Şöyle ki, bırakın Anadolu coğrafyasında bir zamanlar 1250 evet yanlış duymadınız 1250 Ermeni okulu ve 2550 kilise olmuşken, bugün Anadolu’da bir tane bile olmayışını; İstanbul’da hâlen var olan 16 Ermeni okulunun kaç tanesinde öğrencilere ‘duduk’ veya ‘dziranapokh’ diye bir müzik aletinin varlığından söz ediliyor? Dolayısıyla bunu da bilelim.



Gasparyan ilk yıllarını şöyle anlatır: "(...) Köyümüzde, sessiz filmler, müzik eşliğinde gösterilir idi. Balaban'a da ilk sinema salonunda işte o filme eşlik eden canlı müziklerde tanıştım ve hemen âşık olmuştum. İçim, içimi kemiriyordu; ne yapıp edip, bu çalgıyı çalmam ve çalabilmem için ise önce bir tane edinmem gerekiyordu. Edindikten sonra da, öğrenmeye sıra gelecekti. İşte artık sabah akşam bunları düşlüyor ve bu hayalle yaşıyordum.



Ama diğer yandan da hayatın acı gerçekleri, beni bu hayalden uyandırmıyor değildi. Aileme mutlaka destek vermeliydim.

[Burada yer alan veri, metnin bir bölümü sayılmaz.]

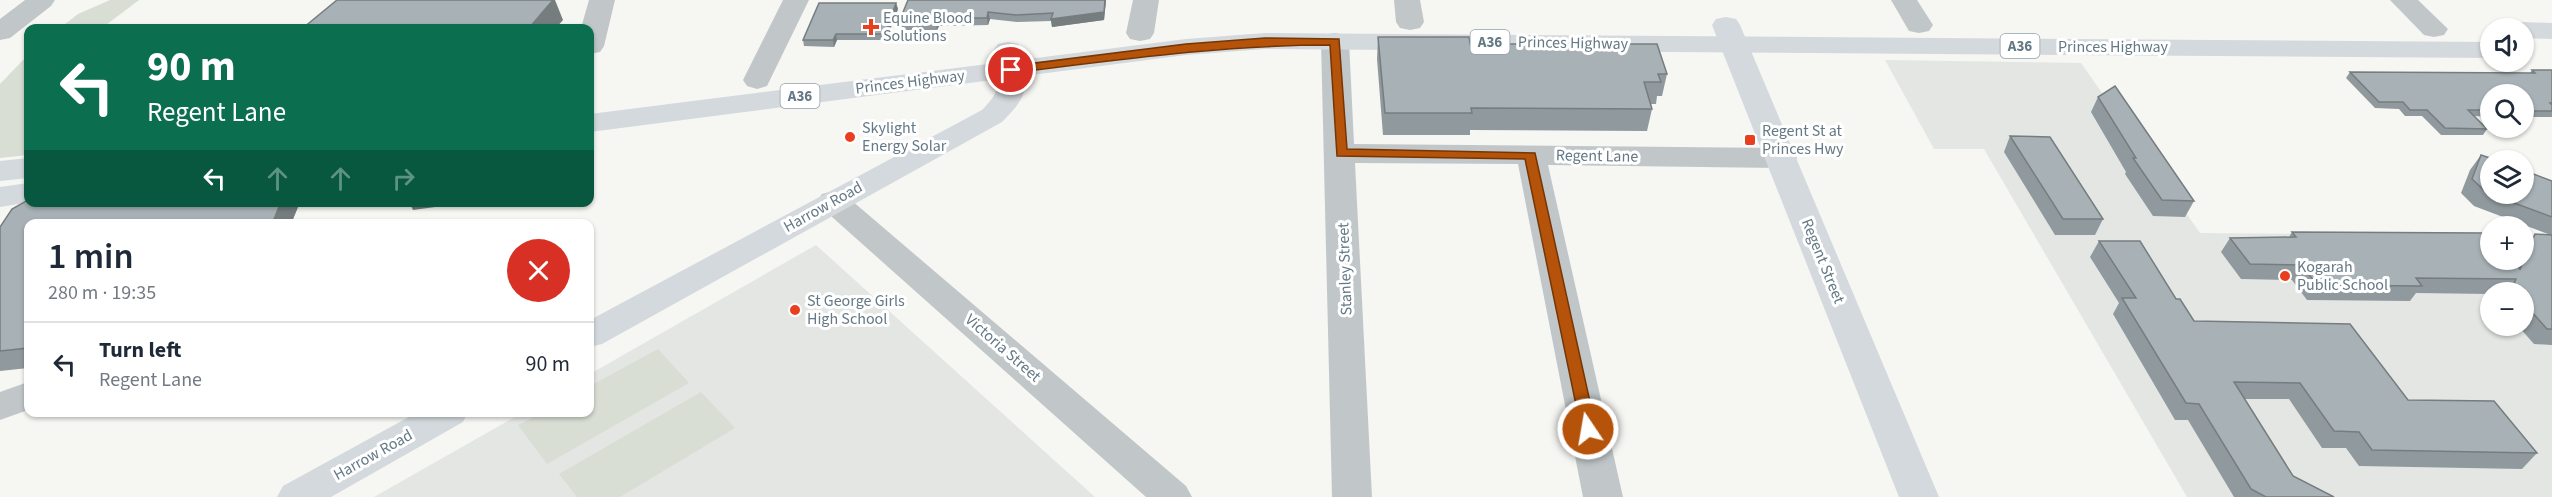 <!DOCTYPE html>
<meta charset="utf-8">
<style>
:root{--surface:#fff;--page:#f2f2f3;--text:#1f2937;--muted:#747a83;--line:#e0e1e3}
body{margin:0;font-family:"Source Sans 3",sans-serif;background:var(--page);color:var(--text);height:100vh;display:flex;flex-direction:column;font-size:22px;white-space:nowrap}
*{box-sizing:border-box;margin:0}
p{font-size:20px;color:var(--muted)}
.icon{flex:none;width:33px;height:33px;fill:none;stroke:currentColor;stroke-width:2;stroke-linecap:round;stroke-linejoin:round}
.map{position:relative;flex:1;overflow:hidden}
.details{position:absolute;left:24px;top:219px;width:570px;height:198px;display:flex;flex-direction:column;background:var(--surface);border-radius:12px;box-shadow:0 2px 4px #0004}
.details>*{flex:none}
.guide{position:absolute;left:24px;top:24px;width:570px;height:183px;border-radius:12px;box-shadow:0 2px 4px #0004;background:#0b6e4f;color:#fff;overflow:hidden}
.controls{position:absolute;left:2480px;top:18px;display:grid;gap:12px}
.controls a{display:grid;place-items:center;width:54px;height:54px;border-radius:50%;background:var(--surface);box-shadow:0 2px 4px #0004;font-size:30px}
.pin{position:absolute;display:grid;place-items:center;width:51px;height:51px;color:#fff;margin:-26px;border:3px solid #fff;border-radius:50%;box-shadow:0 2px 6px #0007}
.me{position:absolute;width:66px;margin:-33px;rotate:348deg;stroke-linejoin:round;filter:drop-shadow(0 0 4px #0008)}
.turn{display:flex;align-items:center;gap:21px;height:126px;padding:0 24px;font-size:27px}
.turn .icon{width:78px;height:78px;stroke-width:2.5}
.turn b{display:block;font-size:42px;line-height:51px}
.lanes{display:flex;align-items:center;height:57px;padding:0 24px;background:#0003;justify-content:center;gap:30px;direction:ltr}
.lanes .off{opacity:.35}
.round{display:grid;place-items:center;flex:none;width:63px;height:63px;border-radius:32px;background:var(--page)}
.head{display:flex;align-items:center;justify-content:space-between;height:102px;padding:0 24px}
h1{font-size:36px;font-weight:600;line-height:45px}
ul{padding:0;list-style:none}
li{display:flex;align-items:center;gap:18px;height:84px;padding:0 24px;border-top:2px solid var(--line)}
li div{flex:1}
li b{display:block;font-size:22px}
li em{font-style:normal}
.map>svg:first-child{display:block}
.built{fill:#e4e6e4;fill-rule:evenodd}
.green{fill:#d8ded4}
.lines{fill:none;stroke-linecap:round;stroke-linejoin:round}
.minor{fill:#c1c7c9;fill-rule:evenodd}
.major{fill:#d4d9dd;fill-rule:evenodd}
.highway{fill:#d4d9dd;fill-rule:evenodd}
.wall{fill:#90999d}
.shaded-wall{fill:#767d7f}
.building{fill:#a8b2b6;stroke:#767d7f;stroke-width:1.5}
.route{fill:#b45309;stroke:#753606;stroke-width:1.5}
.poi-dot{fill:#ea3f1f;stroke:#fff;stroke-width:2}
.labels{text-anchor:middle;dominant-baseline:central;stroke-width:6;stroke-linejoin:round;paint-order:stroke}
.shield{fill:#fff;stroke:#92a1aa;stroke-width:1.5}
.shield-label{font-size:15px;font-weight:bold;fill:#647985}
.poi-label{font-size:16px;fill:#647985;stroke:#fff;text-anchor:start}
.street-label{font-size:16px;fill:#647985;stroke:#fff}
</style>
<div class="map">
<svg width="2552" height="497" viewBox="0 0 2552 497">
<rect width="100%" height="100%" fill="#f6f6f3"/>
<g class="built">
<path d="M1885,60L2081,63L2200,233L2476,235L2490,260L2552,320V497H2187L1984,149H1934ZM2490,292H2523V326H2490Z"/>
<path d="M816,245L1095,497H374L522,413L590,412V374Z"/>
</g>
<g class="green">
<path d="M110,0H139L102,28H60L78,14Z"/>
<path d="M28,55V155L0,158V84Z"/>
<path d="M658,349L689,383L547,464L518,425L542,413L590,412V386Z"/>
<path d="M701,392L735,428L620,497H577L559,474Z"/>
</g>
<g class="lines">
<g class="minor">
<path d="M25,0H55L51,6L10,38L0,40V19Z"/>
<path d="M589,0H615L604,46L600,52L590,54V28H581Z"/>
<path d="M783,0H809L767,86L757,89L747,86L743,80Z"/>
<path d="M1133,0H1159L1154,33L1150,39L1140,41L1130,39L1126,33Z"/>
<path d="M1394,0H1420L1424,22L1420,28L1410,30L1400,28L1396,22Z"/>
<path d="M1891,0H1917L1933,25L1929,31L1919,33L1909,31Z"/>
<path d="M2390,0H2418L2448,29L2444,35L2434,37L2424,35Z"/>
<path d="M1335,33L1345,35L1349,41L1354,144L1782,148L1793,151L1797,158L1793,165L1782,168L1548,165L1623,497H1583L1518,164L1355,163L1372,497H1332L1321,41L1325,35Z"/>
<path d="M833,191L844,194L1186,486L1192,497H1146L822,208L817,201L822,194Z"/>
<path d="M28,382V410L0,420V392Z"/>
</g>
<g class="major">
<path d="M1726,17L1736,19L1740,25L1939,497H1899L1712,25L1716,19Z"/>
<path d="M1008,42L1018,44C1023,51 1024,59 1025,67C1030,92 1019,105 1002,122L602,344L590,347V320L982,110C1004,88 999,79 994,50L998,44Z"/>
<path d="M418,412H468L463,422L331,497H277L283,486Z"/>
</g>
<g class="highway">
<path d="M2523,22L2552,23V39L2523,38V28H2510L2513,24Z"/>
<path d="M1265,33L2490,42V58L1265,49L1186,55L590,132V114L1186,39Z"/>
<path d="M28,158V178L0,181V161Z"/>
<path d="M28,183L30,202L0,207V187Z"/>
</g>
</g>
<g class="wall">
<path d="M908,0H1106L1104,20L1052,27L1051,21L1017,22L990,19L988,25L939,26L937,30H901L899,22Z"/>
<path d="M896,3L898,9L886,40H837L834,47L804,46L803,40Z"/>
<path d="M1378,37L1470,44L1667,74L1662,96H1657L1656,104H1651L1652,109L1647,131L1470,130V135H1383L1377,59Z"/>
<path d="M2532,70H2552V117H2523V94H2490V117L2474,116L2487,129L2483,135H2441L2422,116H2405L2399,109L2375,108L2346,78L2350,72L2530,73Z"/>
<path d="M2098,97L2194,201L2185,217L2153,216L2125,174L2126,172L2091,112Z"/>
<path d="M2010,136L2103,219L2095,235H2055L2004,152Z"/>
<path d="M2481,155L2552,181V345L2534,344L2518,326H2523V292H2490V294L2416,293L2410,301L2307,300L2292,280L2241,279L2221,252L2230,238L2289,237L2292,232L2516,264L2518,260H2523V249L2535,234H2548L2474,206L2461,193L2470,170Z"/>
<path d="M28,200V202H300L291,224H28V368L0,371V227L12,209Z"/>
<path d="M2099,241L2176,299L2194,321L2408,400L2537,453L2522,469L2359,466L2346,448H2322L2289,399H2244L2293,476L2334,497H2234L2188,420H2175L2113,314L2119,303L2090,257Z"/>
</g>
<g class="shaded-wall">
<path d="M553,0H555L563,20L556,28H529Z"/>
<path d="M1105,0H1106L1104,20L1052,27L1051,19Z"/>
<path d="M896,3L898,9L886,40L885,34Z"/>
<path d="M988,12L990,19L988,25L987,18Z"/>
<path d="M937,18L939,26L937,30L936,23Z"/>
<path d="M836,34L837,40L834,47L833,40Z"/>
<path d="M281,202H300L291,224H272Z"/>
<path d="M409,202H472L413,210Z"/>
</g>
<g class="building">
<path d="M337,0H553L529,28H303Z"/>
<path d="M908,0H1105L1104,12L1051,19L1053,13L1016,15L988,12L987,18H937L936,23L899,22Z"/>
<path d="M819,3H896L885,34H836L833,40H803Z"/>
<path d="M1378,37H1469L1470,44H1657L1667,74H1658L1661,82H1644L1652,109L1471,108L1472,113H1385Z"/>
<path d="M2532,70H2552V103H2550L2552,105V111H2523V94H2490V110H2468L2487,129L2445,128L2427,110H2410L2403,102H2379L2350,72L2535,73Z"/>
<path d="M2115,86L2194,201L2162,200L2133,158H2136L2098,97Z"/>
<path d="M2010,136L2050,137L2103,219H2063Z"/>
<path d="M2481,155L2496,160H2490V193L2485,191L2472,179Z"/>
<path d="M2523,170L2552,181V217L2490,194H2523Z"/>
<path d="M28,200V202H281L272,224H28V348L0,351V227L12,209Z"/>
<path d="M2292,232L2487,233L2490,236V260H2512L2520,269L2535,234L2552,235V329H2547L2523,302V292H2515L2512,289L2516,279L2416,278L2422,286L2317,285L2302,265L2250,264L2230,238L2296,237Z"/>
<path d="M2099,241H2140L2176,299H2180L2194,321L2350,324L2408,400L2494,401L2537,453L2372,450L2359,432L2334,431L2300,383L2234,382L2293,476L2334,497H2266L2251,489L2199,404L2186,403L2122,298H2136Z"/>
</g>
<path class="route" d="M1265,38L1339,39L1347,149L1535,153L1596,429L1594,433H1583L1581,429L1525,159L1337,156L1330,45C1222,45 1117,60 1011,73L1005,70L1011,66L1186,44Z"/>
<g class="poi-dot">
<path d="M868 18h6v6h6v6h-6v6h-6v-6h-6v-6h6z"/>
<circle cx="850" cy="137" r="6"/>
<rect x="1744" y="134" width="12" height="12" rx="3"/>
<circle cx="2285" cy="276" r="6"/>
<circle cx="795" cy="310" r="6"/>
</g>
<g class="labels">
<g class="shield">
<rect x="1470.5" y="30" width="39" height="24" rx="4.5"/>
<rect x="2000.5" y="34" width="39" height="24" rx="4.5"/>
<rect x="780.5" y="84" width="39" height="24" rx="4.5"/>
</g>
<g class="shield-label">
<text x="1490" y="42">A36</text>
<text x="2020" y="46">A36</text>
<text x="800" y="96">A36</text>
</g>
<g class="poi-label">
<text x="883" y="18">Equine Blood<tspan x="883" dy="18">Solutions</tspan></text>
<text x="862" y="128">Skylight<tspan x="862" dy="18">Energy Solar</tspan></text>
<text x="1762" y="131">Regent St at<tspan x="1762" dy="18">Princes Hwy</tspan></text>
<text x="2297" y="267">Kogarah<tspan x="2297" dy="18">Public School</tspan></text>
<text x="807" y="301">St George Girls<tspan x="807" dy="18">High School</tspan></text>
</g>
<g class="street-label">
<text transform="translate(1573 43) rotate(1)">Princes Highway</text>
<text x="2113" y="47">Princes Highway</text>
<text transform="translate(910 82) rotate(-7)">Princes Highway</text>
<text transform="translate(1597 156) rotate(1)">Regent Lane</text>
<text transform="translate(823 207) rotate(-29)">Harrow Road</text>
<text transform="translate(1823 261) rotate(68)">Regent Street</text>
<text transform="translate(1345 269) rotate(-92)">Stanley Street</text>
<text transform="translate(1003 348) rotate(41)">Victoria Street</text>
<text transform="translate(373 455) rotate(-29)">Harrow Road</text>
</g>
</g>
</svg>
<div class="controls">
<a><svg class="icon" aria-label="sound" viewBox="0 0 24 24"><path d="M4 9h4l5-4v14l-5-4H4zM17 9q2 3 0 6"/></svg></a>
<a><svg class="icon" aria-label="search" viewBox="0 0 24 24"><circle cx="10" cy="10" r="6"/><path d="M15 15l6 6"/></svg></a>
<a><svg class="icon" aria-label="layers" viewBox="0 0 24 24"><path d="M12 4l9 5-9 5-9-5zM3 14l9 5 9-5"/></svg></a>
<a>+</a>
<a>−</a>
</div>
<div class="pin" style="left:1011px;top:70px;background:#d93025"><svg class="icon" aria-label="arrive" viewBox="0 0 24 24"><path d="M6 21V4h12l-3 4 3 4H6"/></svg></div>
<svg class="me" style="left:1588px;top:429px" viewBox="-20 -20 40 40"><circle r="17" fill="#b45309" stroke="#fff" stroke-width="3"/><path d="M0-11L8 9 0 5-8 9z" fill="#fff"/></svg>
<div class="guide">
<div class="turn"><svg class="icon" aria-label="left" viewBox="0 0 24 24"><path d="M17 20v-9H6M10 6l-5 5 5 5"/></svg><div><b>90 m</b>Regent Lane</div></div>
<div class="lanes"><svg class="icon" aria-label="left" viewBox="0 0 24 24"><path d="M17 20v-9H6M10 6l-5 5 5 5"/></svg><svg class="icon off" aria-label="ahead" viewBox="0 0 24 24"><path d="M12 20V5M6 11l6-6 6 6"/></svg><svg class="icon off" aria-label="ahead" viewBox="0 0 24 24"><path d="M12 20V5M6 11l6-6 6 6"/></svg><svg class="icon off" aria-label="right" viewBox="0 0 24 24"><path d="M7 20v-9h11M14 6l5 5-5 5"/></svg></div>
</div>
<section class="details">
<div class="head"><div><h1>1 min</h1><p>280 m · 19:35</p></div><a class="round" style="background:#d93025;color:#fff"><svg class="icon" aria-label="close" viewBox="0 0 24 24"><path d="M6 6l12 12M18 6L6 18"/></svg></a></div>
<ul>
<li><svg class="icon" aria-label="left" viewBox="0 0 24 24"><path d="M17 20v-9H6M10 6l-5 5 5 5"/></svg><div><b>Turn left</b><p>Regent Lane</p></div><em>90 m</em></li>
</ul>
</section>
</div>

İşte bu hayale dalmalar ve uyanmalar neticesinde, bir gün kararımı vermiş, nereden bu aleti bulacağımı araştırıp bulmuş, fiyatını öğrenmiş, hesabımı yapmıştım. Neticede, basit bir duduk alabilmek için gerekli meblağı toplayabilecek kadar şişe toplayıp, bunları satmış ve elime bu para geçmişti. Şaka değil, gidip anlaştığım üzere duduğumu da almıştım.

Altı yaşında çalmayı öğrendim kendi kendime.’ Diyor Gasparyan…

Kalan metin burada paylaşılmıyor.